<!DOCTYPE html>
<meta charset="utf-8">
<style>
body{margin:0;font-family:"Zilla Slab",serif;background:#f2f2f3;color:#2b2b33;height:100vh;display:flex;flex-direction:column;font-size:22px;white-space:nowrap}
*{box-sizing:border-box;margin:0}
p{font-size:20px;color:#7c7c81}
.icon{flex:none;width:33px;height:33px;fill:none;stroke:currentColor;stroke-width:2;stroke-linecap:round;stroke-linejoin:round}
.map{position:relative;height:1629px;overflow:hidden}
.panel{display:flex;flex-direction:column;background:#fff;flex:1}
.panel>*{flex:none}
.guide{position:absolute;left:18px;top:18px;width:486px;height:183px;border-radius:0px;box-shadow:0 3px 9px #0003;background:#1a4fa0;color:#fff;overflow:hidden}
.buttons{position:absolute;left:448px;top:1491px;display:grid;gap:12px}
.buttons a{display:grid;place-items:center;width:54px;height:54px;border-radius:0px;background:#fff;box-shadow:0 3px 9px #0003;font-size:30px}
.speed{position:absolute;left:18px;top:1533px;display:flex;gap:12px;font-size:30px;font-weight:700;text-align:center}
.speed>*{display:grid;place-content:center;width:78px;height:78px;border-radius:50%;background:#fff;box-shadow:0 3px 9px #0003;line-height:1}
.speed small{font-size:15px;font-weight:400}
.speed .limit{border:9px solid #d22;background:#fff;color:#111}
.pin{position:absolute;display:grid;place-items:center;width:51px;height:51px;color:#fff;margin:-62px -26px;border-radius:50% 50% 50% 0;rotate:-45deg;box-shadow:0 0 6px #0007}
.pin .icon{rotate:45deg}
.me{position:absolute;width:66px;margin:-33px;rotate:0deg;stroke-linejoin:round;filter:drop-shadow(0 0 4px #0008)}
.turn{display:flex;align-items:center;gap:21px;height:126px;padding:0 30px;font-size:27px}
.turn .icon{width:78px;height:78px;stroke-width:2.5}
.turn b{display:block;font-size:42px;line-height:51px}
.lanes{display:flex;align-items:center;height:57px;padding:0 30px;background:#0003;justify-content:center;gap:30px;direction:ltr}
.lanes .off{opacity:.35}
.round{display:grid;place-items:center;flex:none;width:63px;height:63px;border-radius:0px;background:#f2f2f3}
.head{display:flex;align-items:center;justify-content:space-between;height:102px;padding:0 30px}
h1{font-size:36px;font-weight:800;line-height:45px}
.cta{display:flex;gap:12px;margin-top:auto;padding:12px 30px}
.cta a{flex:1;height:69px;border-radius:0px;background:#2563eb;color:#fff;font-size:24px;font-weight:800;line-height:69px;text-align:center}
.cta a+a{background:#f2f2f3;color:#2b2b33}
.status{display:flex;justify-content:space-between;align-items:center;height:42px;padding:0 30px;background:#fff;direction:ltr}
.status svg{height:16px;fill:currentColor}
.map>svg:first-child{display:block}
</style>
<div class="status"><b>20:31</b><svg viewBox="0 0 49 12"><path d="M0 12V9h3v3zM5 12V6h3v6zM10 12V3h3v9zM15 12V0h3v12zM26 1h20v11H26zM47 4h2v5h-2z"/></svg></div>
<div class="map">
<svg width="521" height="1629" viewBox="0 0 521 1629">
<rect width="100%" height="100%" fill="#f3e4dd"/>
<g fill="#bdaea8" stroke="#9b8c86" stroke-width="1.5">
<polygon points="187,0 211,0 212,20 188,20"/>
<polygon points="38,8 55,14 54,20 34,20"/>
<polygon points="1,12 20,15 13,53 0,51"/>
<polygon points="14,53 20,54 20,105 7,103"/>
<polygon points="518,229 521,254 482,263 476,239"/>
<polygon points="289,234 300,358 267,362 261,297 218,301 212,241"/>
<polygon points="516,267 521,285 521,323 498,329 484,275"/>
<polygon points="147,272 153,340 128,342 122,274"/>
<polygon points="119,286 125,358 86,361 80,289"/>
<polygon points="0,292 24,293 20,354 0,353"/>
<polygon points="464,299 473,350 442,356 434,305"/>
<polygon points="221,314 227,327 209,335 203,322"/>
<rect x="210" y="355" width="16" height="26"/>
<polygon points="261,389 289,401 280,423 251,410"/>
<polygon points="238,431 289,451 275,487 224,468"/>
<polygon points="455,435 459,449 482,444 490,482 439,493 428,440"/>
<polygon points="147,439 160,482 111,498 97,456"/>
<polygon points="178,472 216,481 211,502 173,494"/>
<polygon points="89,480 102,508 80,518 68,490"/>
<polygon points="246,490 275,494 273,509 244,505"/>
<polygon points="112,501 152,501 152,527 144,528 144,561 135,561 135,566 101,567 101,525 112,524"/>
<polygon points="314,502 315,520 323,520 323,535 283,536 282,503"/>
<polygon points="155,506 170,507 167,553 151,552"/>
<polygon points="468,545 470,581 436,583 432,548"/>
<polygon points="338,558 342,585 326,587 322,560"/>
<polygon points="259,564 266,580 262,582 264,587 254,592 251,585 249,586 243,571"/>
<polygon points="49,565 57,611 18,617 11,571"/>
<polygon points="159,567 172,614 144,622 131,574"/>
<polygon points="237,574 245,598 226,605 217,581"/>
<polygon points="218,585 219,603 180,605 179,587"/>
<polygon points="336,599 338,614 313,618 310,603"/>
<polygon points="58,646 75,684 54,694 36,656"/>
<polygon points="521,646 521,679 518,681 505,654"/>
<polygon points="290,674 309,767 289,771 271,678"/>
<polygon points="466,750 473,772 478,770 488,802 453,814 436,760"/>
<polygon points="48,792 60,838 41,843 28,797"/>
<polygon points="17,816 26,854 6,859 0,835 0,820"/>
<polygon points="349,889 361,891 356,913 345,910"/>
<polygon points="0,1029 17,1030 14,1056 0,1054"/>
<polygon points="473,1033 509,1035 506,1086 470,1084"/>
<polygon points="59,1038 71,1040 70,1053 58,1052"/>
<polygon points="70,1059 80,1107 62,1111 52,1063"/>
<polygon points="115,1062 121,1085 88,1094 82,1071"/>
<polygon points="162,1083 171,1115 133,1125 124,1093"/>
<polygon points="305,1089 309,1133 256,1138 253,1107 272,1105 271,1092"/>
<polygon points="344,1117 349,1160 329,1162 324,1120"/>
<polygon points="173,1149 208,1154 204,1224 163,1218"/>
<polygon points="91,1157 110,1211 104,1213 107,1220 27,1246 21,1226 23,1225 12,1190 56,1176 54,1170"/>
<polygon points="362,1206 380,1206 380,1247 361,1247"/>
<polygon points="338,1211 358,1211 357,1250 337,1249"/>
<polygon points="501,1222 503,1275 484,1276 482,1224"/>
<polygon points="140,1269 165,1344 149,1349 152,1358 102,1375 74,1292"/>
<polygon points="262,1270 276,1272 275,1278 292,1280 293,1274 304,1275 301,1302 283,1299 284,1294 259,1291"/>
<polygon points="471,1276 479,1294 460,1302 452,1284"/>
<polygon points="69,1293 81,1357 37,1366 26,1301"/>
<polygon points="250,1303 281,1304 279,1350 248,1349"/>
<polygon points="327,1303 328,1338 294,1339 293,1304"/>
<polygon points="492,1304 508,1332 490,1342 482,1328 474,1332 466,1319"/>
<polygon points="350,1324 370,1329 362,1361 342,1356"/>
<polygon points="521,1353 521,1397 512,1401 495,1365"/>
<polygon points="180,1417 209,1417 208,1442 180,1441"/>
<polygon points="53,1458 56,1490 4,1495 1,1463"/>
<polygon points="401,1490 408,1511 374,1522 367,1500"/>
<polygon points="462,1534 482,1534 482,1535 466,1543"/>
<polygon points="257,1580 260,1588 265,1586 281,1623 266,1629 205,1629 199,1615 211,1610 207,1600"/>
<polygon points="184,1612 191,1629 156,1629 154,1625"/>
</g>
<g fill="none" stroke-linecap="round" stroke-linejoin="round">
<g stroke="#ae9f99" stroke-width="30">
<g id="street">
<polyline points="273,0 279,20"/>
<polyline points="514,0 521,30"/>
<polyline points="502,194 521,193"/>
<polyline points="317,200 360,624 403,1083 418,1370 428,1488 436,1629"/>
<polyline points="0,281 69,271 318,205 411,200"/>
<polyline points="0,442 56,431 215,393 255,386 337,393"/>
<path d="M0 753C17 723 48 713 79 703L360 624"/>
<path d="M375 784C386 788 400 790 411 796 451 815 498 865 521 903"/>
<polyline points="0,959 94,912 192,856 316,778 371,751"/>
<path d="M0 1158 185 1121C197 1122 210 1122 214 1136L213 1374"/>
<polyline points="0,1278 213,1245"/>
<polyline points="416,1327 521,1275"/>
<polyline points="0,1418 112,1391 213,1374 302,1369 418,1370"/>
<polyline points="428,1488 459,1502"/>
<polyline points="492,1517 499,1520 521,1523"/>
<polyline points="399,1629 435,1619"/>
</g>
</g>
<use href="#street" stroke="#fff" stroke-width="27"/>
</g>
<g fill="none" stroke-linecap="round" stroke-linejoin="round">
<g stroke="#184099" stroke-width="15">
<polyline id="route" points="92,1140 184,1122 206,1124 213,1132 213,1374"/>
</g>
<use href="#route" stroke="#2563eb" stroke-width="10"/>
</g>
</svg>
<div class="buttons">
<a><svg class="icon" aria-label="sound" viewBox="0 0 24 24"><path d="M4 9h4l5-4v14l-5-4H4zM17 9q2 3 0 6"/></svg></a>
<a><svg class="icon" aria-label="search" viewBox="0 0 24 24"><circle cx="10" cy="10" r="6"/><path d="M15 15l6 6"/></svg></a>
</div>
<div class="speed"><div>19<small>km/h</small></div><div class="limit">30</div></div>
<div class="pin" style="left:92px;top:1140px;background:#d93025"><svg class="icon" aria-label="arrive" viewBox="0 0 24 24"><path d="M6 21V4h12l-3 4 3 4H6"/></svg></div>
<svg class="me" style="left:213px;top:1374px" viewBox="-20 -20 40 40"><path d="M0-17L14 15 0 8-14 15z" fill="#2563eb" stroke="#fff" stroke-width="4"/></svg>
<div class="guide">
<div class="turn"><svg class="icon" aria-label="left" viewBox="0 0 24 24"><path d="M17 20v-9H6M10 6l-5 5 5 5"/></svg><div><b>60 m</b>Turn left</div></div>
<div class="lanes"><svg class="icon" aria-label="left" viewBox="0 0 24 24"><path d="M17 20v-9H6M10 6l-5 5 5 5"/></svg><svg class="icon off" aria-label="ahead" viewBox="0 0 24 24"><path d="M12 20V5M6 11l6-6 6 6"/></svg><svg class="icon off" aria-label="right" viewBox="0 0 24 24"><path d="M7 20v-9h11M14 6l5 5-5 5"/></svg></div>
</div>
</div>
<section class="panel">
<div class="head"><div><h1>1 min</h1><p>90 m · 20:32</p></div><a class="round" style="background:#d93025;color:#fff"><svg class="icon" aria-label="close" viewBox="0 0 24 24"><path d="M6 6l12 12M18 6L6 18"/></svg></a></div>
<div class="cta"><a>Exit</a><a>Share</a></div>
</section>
.....
(Your instructions): Filter the records above down to the lines that hold the string "rotate".

(Answer for this exercise):
.pin{position:absolute;display:grid;place-items:center;width:51px;height:51px;color:#fff;margin:-62px -26px;border-radius:50% 50% 50% 0;rotate:-45deg;box-shadow:0 0 6px #0007}
.pin .icon{rotate:45deg}
.me{position:absolute;width:66px;margin:-33px;rotate:0deg;stroke-linejoin:round;filter:drop-shadow(0 0 4px #0008)}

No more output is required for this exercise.